Peranan Sumber daya alam sebagai energi dalam kehidupan sangat banyak, tersedianya sumber daya alam dan energi juga terbatas dibandingkan dengan kebutuhan sumber daya alam itu sendiri sehingga kita dituntut untuk menggunakan sumber daya alam yang langka itu seefektif mungkin (Suparmoko.1997:10-11).
Konsumsi BBM secara nasional mengalami peningkatan dari tahun ke tahun. Pada sisi lain, produksi minyak bumi dalam negeri menujukan penurunan. Dalam setahun terakhir ini saja PERTAMINA perlu 12 juta Kiloliter solar, begitu juga dengan premium perbulannya .Setiap bulan, impor minyak mentah dan BBM sebesar 1,5 Milyar Dollar AS (15 Trilliun Rupiah) (Syah,2006:3).

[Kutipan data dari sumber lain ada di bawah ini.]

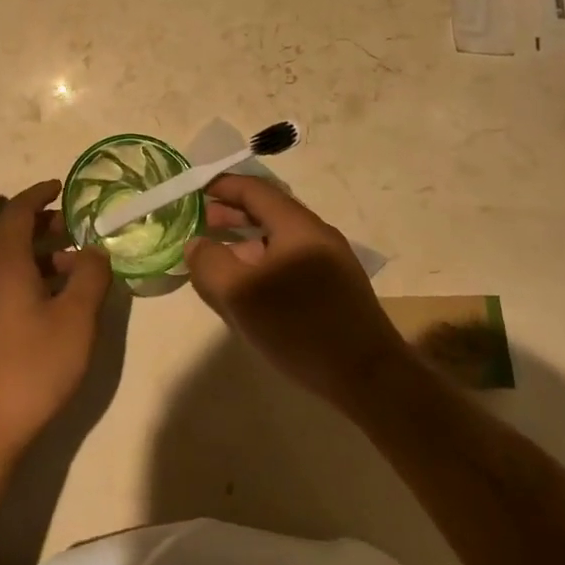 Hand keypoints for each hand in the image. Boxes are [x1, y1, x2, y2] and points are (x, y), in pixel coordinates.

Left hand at [0, 181, 111, 467]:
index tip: (61, 186)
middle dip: (43, 226)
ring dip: (37, 256)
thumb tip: (94, 250)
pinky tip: (48, 304)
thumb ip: (91, 277)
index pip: (18, 211)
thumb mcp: (76, 320)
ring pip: (5, 263)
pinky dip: (25, 278)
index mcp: (3, 262)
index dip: (39, 195)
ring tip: (72, 269)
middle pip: (10, 235)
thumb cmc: (31, 368)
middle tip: (76, 230)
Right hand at [185, 174, 404, 408]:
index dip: (222, 186)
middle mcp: (316, 234)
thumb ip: (210, 263)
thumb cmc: (299, 327)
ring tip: (219, 261)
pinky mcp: (336, 288)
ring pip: (279, 240)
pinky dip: (264, 263)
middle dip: (232, 214)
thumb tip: (197, 244)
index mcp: (297, 226)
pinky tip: (251, 290)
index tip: (194, 190)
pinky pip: (291, 262)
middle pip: (268, 212)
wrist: (369, 378)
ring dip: (246, 243)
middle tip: (200, 224)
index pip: (254, 190)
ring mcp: (331, 261)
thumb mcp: (240, 295) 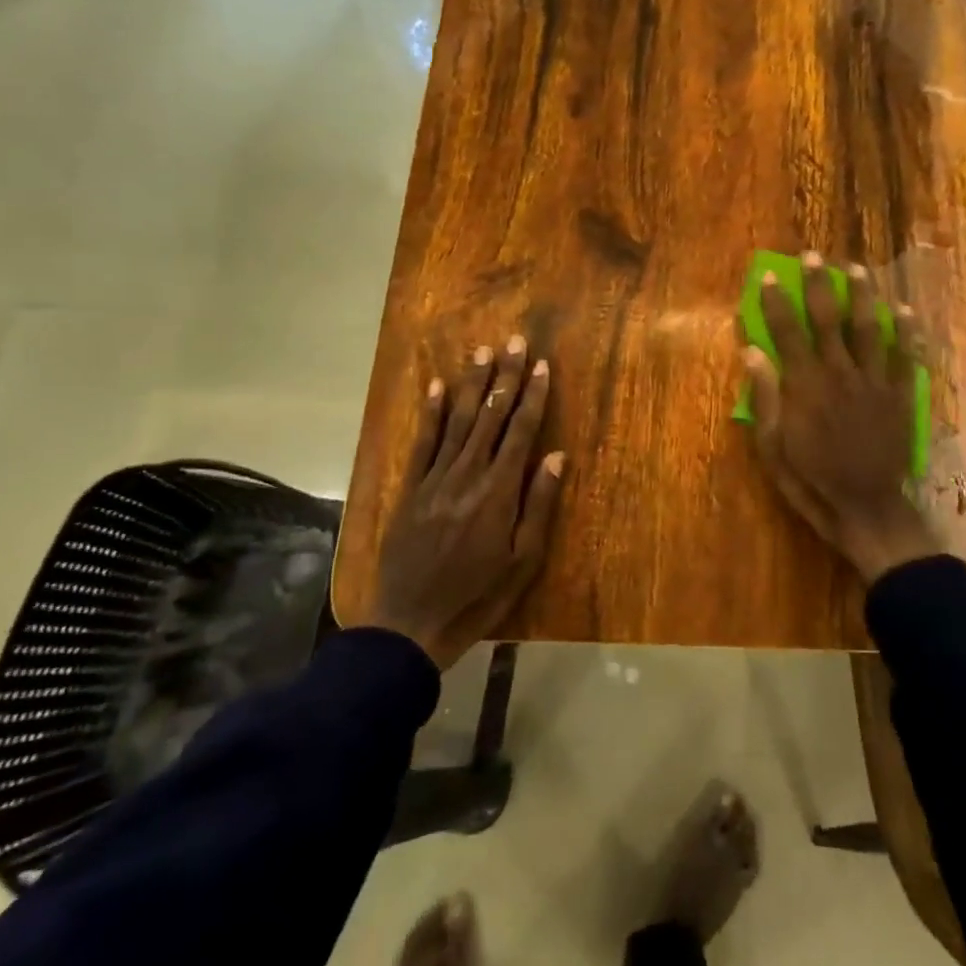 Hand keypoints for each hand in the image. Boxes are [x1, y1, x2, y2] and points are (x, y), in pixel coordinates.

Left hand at [362, 336, 564, 668]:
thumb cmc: (477, 596)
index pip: (520, 432)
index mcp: (498, 492)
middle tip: (515, 341)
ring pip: (458, 421)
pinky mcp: (410, 489)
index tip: (542, 366)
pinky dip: (432, 413)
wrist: (410, 623)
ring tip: (483, 352)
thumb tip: (556, 455)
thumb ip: (538, 504)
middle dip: (505, 377)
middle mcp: (467, 475)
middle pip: (491, 417)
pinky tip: (438, 387)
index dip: (532, 396)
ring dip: (473, 385)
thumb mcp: (522, 561)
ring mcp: (435, 480)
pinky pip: (423, 443)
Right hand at [743, 253, 934, 585]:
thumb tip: (752, 353)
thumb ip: (764, 398)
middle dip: (817, 284)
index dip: (775, 302)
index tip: (769, 276)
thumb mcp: (772, 447)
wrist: (867, 508)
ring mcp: (873, 382)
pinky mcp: (899, 395)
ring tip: (856, 269)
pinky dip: (905, 332)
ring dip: (862, 296)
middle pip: (827, 319)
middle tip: (813, 256)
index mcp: (804, 386)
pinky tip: (904, 310)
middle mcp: (838, 373)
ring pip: (868, 328)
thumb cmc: (811, 481)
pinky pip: (904, 356)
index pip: (786, 332) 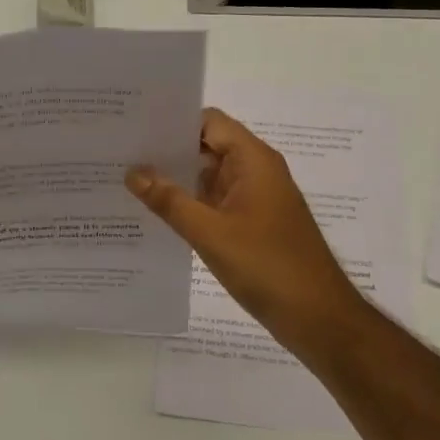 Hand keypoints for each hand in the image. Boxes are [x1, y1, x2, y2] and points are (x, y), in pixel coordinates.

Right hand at [127, 108, 368, 364]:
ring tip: (129, 180)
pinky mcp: (252, 223)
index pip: (209, 122)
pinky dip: (189, 203)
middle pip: (207, 146)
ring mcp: (255, 198)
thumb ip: (169, 200)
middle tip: (121, 153)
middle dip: (168, 150)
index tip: (135, 127)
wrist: (318, 318)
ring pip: (209, 175)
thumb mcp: (210, 233)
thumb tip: (133, 171)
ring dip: (176, 178)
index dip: (173, 121)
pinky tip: (156, 213)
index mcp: (253, 161)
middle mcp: (256, 171)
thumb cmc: (267, 266)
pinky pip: (215, 201) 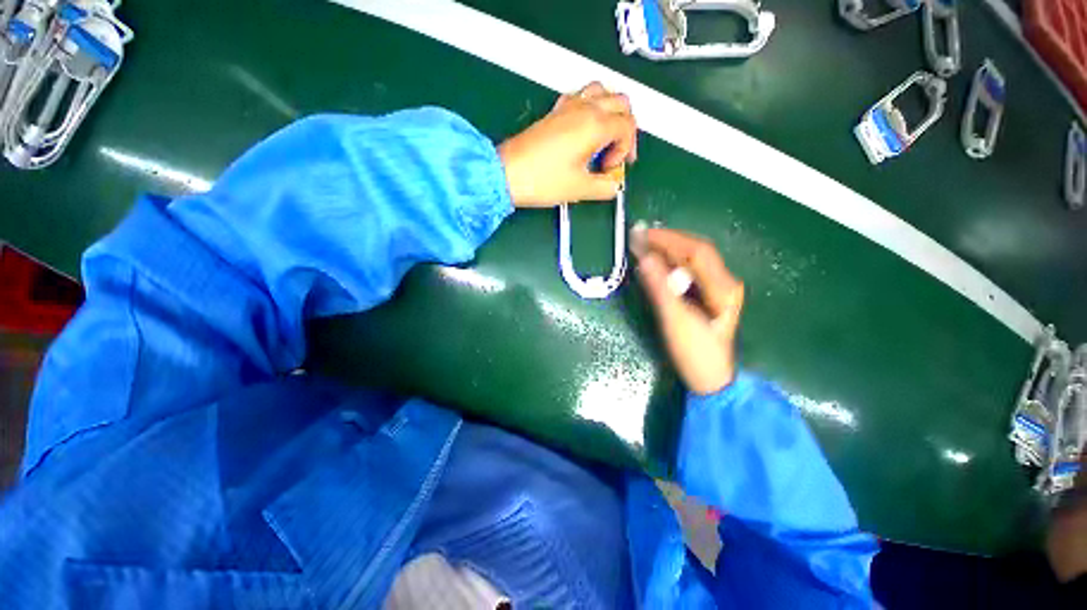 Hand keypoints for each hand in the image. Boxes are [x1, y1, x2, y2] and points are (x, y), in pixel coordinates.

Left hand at [498, 82, 637, 207]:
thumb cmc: (543, 180)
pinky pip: (581, 96)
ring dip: (612, 111)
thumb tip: (613, 186)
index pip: (627, 127)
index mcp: (595, 125)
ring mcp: (568, 106)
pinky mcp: (554, 111)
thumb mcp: (580, 189)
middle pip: (621, 103)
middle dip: (626, 128)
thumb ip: (604, 187)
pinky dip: (592, 108)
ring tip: (606, 137)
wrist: (507, 173)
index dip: (625, 150)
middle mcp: (584, 108)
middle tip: (617, 153)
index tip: (611, 169)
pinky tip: (585, 130)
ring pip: (602, 92)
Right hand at [634, 227, 743, 394]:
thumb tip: (643, 257)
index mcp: (722, 286)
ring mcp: (717, 289)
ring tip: (643, 246)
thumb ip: (659, 287)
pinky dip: (669, 264)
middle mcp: (724, 282)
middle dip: (667, 241)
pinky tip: (655, 264)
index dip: (668, 238)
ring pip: (691, 260)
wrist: (710, 379)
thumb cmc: (694, 352)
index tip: (642, 234)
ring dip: (667, 251)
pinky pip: (688, 272)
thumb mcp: (674, 319)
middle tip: (639, 237)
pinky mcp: (708, 296)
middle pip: (695, 251)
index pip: (695, 250) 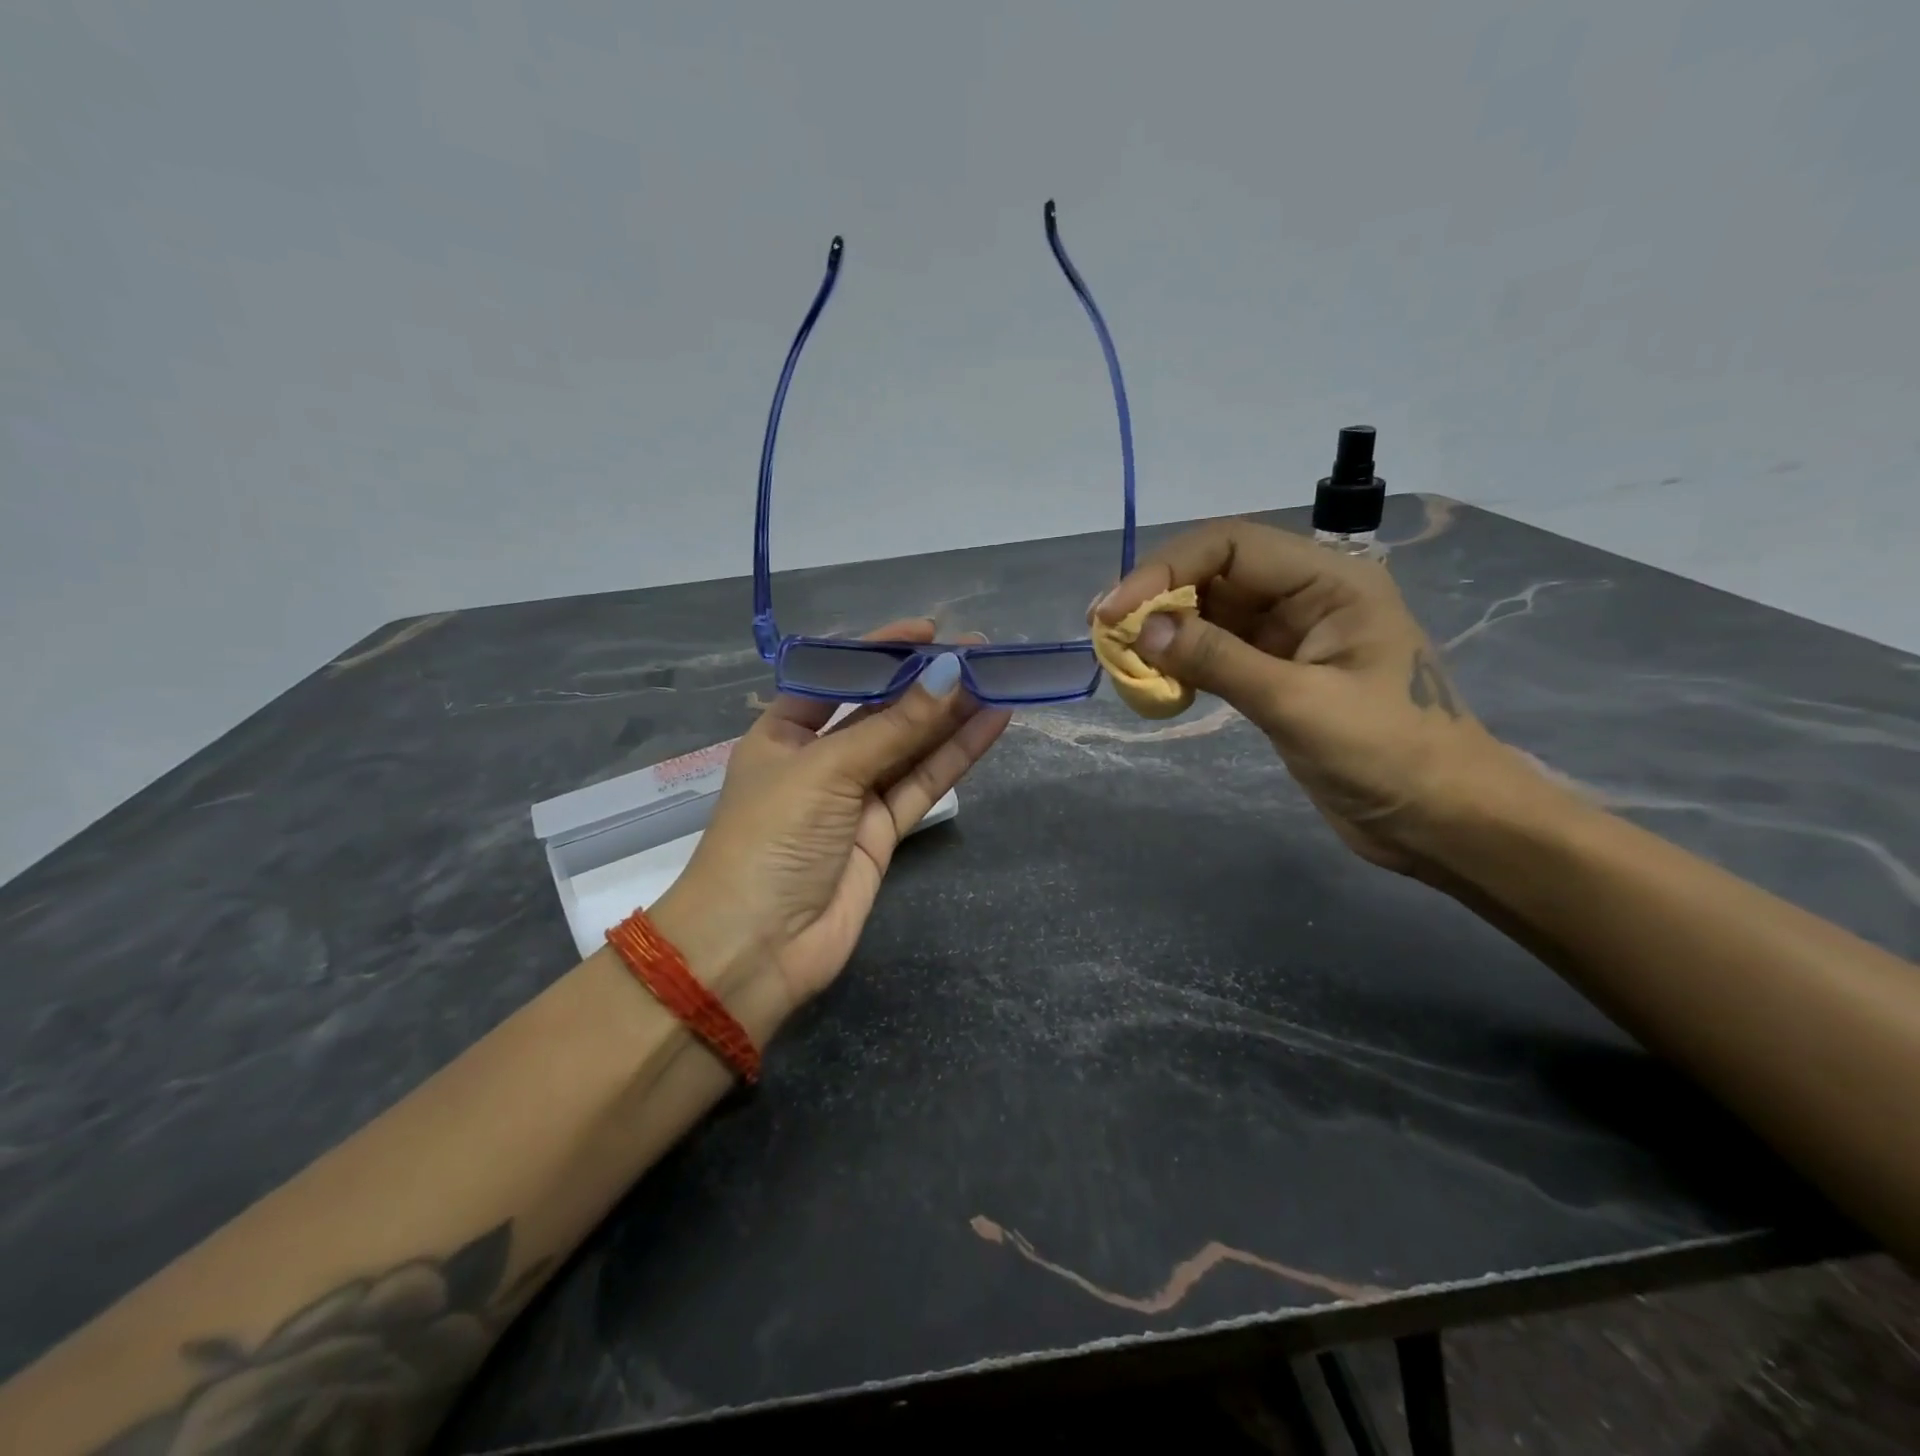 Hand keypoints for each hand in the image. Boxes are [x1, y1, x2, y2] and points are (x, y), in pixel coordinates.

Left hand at [651, 619, 1010, 1030]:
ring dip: (952, 715)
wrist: (756, 949)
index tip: (929, 631)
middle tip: (982, 651)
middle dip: (926, 681)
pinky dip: (955, 755)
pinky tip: (991, 723)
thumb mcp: (826, 770)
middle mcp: (819, 758)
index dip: (880, 651)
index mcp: (783, 732)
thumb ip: (893, 727)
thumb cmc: (770, 840)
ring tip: (999, 678)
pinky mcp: (882, 832)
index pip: (837, 676)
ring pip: (910, 746)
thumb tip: (949, 673)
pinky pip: (923, 783)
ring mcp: (854, 797)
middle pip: (880, 710)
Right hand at [1094, 520, 1511, 874]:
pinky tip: (1157, 684)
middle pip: (1214, 574)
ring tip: (1122, 661)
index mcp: (1329, 581)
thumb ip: (1220, 659)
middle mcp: (1307, 596)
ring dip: (1165, 633)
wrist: (1440, 821)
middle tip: (1106, 635)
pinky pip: (1216, 653)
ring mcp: (1290, 637)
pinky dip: (1182, 663)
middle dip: (1158, 599)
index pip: (1230, 545)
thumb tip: (1144, 630)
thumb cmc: (1388, 754)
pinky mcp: (1277, 675)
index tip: (1116, 612)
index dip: (1165, 570)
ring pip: (1210, 614)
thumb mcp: (1299, 704)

Peranan energi dalam pembangunan di Indonesia ada dua macam yaitu : sebagai sumber dana pembangunan dan mata uang asing (ekspor) yang utama, serta memenuhi kebutuhan energi domestik. Sejak 5 (lima) tahun terakhir ini Indonesia mengalami penurunan dalam kemampuan produksi Minyak Bumi Nasional secara alamiah atau (natural decline), cadangan minyak pada sumur – sumur yang diproduksi, dan dilain pihak pertambahan jumlah penduduk yang teerus menerus meningkat terutama pada sarana transportasi dan aktivitas industri yang berakibat pada peningkatan konsumsi BBM secara nasional (Business news 2006).
Tahun 2005, produksi minyak dunia tercatat sebesar 81.088 juta barel per hari, sedangkan konsumsi minyak dunia 82,459 juta barel perhari. Hal ini makin berdampak besar bagi harga minyak dunia jika tidak ada spare capacity yang memadai. (BPS review of world energy). Posisi harga BBM saat ini yang mendekati U$ 80 per barel saja sudah merepotkan berbagai negara, banyak negara yang berada dalam kesulitan besar karena kenaikan BBM dan terutama Indonesia kenaikan oktober 2005 tahun lalu apalagi sekarang perekonomian duniapun terpukul akibat krisis pasokan BBM yang melanda dunia padahal dunia internasional menganggap bahwa kebutuhan energi pasti akan meningkat seiring meningkatnya pembangunan ekonomi, yang mana produksi minyak bumi dalam negeri menunjukan trend menurun (Kompas, selasa 18 Juli 2006)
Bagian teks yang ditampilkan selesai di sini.